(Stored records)
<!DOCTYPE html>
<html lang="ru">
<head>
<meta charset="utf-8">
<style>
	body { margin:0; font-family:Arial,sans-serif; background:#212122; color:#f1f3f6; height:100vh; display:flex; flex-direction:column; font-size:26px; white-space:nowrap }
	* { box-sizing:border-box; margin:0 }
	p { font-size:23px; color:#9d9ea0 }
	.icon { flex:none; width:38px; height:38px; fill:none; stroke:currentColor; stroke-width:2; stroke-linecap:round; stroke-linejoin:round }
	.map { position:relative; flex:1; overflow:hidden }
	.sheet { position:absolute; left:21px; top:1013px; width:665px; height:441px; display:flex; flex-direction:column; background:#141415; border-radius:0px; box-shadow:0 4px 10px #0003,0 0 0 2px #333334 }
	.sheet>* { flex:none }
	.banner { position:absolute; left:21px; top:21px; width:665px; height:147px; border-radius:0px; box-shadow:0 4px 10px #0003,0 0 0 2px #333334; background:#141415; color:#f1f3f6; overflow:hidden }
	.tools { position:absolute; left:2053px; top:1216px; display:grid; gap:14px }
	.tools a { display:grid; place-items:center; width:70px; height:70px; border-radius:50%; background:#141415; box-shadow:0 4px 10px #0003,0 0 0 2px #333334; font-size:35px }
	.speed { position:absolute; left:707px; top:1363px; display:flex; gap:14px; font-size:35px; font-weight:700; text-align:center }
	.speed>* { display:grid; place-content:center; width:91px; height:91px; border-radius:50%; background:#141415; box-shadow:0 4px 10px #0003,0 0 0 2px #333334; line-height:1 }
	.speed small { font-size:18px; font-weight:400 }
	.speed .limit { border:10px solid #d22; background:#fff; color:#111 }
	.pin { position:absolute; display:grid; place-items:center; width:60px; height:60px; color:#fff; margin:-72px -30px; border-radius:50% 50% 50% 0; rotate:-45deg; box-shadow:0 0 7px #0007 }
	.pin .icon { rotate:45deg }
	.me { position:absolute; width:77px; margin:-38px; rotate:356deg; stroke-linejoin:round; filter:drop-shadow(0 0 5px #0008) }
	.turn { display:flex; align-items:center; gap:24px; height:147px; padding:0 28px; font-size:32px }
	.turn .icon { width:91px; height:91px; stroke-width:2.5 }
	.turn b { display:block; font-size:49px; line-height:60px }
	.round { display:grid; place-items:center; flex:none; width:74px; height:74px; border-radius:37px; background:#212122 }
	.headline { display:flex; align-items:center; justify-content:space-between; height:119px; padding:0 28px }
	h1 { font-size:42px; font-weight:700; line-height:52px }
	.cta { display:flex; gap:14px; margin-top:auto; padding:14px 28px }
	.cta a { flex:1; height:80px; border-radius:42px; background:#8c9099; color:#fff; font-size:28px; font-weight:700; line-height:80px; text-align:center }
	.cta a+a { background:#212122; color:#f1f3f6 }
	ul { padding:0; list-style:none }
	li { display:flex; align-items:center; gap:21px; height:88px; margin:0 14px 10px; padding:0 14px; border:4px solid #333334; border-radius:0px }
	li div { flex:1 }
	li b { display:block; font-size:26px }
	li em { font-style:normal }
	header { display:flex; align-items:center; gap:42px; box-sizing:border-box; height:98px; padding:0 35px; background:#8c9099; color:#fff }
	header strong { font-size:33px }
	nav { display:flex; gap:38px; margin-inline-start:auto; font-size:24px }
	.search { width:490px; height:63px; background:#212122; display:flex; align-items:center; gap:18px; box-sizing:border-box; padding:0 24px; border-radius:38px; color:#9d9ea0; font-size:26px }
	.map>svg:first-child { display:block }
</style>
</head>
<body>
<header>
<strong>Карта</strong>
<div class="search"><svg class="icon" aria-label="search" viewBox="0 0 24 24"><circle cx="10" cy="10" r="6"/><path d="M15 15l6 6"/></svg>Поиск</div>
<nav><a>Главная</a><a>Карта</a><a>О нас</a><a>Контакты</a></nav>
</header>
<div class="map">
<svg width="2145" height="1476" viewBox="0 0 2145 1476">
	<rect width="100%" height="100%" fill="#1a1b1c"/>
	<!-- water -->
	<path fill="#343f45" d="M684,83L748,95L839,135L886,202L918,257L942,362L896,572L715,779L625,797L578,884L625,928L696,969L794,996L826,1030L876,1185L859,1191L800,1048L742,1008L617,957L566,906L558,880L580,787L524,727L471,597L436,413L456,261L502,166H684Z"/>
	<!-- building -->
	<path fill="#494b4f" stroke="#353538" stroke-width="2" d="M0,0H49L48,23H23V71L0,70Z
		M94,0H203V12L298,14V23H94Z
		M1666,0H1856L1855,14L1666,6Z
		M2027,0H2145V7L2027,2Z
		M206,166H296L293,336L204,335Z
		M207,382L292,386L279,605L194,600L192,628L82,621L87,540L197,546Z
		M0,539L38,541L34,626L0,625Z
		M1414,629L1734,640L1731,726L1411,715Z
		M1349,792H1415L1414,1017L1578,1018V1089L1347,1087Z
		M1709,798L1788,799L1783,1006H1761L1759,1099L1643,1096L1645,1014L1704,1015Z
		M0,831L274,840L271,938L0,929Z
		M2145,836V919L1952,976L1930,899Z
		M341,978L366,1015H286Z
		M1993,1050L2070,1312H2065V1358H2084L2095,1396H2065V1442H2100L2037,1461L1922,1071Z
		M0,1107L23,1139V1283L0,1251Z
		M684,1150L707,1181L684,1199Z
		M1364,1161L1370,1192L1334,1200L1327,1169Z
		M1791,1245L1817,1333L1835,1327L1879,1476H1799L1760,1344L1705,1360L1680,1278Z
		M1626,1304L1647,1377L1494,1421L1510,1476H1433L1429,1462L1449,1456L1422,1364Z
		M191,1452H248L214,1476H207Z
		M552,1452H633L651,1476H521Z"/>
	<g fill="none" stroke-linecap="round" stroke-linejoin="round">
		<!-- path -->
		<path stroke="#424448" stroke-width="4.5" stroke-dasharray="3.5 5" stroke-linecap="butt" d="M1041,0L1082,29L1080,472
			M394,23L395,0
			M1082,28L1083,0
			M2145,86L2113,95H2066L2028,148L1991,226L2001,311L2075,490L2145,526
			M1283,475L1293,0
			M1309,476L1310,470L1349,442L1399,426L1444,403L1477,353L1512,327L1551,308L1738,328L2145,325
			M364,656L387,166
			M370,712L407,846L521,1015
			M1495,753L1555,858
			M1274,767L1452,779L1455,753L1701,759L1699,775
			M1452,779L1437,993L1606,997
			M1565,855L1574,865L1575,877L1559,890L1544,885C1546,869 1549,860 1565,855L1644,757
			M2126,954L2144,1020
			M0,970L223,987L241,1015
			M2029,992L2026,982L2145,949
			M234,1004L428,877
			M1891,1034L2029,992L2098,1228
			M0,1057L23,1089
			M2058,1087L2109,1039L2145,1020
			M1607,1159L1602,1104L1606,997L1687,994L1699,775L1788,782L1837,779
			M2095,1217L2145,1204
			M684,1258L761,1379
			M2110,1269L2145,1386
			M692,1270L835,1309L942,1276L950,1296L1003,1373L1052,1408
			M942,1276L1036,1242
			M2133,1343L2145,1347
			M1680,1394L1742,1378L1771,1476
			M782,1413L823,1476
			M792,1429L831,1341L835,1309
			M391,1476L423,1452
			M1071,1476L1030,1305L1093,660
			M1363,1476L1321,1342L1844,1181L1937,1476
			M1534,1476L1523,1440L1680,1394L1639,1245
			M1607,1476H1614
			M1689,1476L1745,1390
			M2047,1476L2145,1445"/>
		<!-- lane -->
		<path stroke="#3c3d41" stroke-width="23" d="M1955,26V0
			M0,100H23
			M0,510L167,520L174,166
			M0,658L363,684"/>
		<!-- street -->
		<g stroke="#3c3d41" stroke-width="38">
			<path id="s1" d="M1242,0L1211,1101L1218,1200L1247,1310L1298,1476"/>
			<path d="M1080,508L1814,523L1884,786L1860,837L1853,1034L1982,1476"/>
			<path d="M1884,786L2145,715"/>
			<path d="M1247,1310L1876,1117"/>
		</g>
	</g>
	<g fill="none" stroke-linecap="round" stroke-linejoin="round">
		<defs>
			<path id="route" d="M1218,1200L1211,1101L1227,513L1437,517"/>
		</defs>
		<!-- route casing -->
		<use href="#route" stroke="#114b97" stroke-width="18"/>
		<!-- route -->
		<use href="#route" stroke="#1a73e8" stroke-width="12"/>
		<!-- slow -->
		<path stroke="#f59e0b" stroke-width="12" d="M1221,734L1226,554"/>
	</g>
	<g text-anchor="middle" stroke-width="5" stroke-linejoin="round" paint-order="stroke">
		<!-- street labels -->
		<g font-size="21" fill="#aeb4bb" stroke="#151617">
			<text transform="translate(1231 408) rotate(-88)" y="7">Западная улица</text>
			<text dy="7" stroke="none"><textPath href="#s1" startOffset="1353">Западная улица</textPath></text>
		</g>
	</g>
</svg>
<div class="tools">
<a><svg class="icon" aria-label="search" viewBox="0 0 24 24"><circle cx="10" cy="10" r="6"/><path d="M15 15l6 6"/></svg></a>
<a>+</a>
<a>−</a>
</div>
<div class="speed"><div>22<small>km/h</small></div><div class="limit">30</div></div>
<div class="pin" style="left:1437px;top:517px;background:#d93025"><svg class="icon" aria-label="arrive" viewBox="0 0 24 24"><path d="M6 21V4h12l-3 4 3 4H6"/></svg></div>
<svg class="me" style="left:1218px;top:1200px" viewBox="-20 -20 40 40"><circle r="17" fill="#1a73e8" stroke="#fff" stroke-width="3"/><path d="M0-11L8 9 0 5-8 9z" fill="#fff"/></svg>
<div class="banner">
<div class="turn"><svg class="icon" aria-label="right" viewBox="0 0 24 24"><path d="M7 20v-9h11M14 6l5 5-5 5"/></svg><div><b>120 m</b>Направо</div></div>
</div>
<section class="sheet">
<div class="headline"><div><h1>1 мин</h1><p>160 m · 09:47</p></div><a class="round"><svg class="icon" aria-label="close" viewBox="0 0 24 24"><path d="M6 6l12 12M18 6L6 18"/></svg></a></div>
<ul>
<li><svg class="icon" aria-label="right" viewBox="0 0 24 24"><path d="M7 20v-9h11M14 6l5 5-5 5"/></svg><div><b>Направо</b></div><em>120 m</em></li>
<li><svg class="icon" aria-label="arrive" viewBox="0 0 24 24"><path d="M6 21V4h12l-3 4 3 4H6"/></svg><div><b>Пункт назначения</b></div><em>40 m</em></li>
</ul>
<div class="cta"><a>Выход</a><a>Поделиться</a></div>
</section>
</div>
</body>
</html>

### [Aim of the exercise]
For the lines above, output exactly those from the line containing "M2027,0H2145V7L2027,2Z" through the line containing "M1082,28L1083,0", and skip the others.

### [Expected answer]
		M2027,0H2145V7L2027,2Z
		M206,166H296L293,336L204,335Z
		M207,382L292,386L279,605L194,600L192,628L82,621L87,540L197,546Z
		M0,539L38,541L34,626L0,625Z
		M1414,629L1734,640L1731,726L1411,715Z
		M1349,792H1415L1414,1017L1578,1018V1089L1347,1087Z
		M1709,798L1788,799L1783,1006H1761L1759,1099L1643,1096L1645,1014L1704,1015Z
		M0,831L274,840L271,938L0,929Z
		M2145,836V919L1952,976L1930,899Z
		M341,978L366,1015H286Z
		M1993,1050L2070,1312H2065V1358H2084L2095,1396H2065V1442H2100L2037,1461L1922,1071Z
		M0,1107L23,1139V1283L0,1251Z
		M684,1150L707,1181L684,1199Z
		M1364,1161L1370,1192L1334,1200L1327,1169Z
		M1791,1245L1817,1333L1835,1327L1879,1476H1799L1760,1344L1705,1360L1680,1278Z
		M1626,1304L1647,1377L1494,1421L1510,1476H1433L1429,1462L1449,1456L1422,1364Z
		M191,1452H248L214,1476H207Z
		M552,1452H633L651,1476H521Z"/>
	<g fill="none" stroke-linecap="round" stroke-linejoin="round">
		<!-- path -->
		<path stroke="#424448" stroke-width="4.5" stroke-dasharray="3.5 5" stroke-linecap="butt" d="M1041,0L1082,29L1080,472
			M394,23L395,0
			M1082,28L1083,0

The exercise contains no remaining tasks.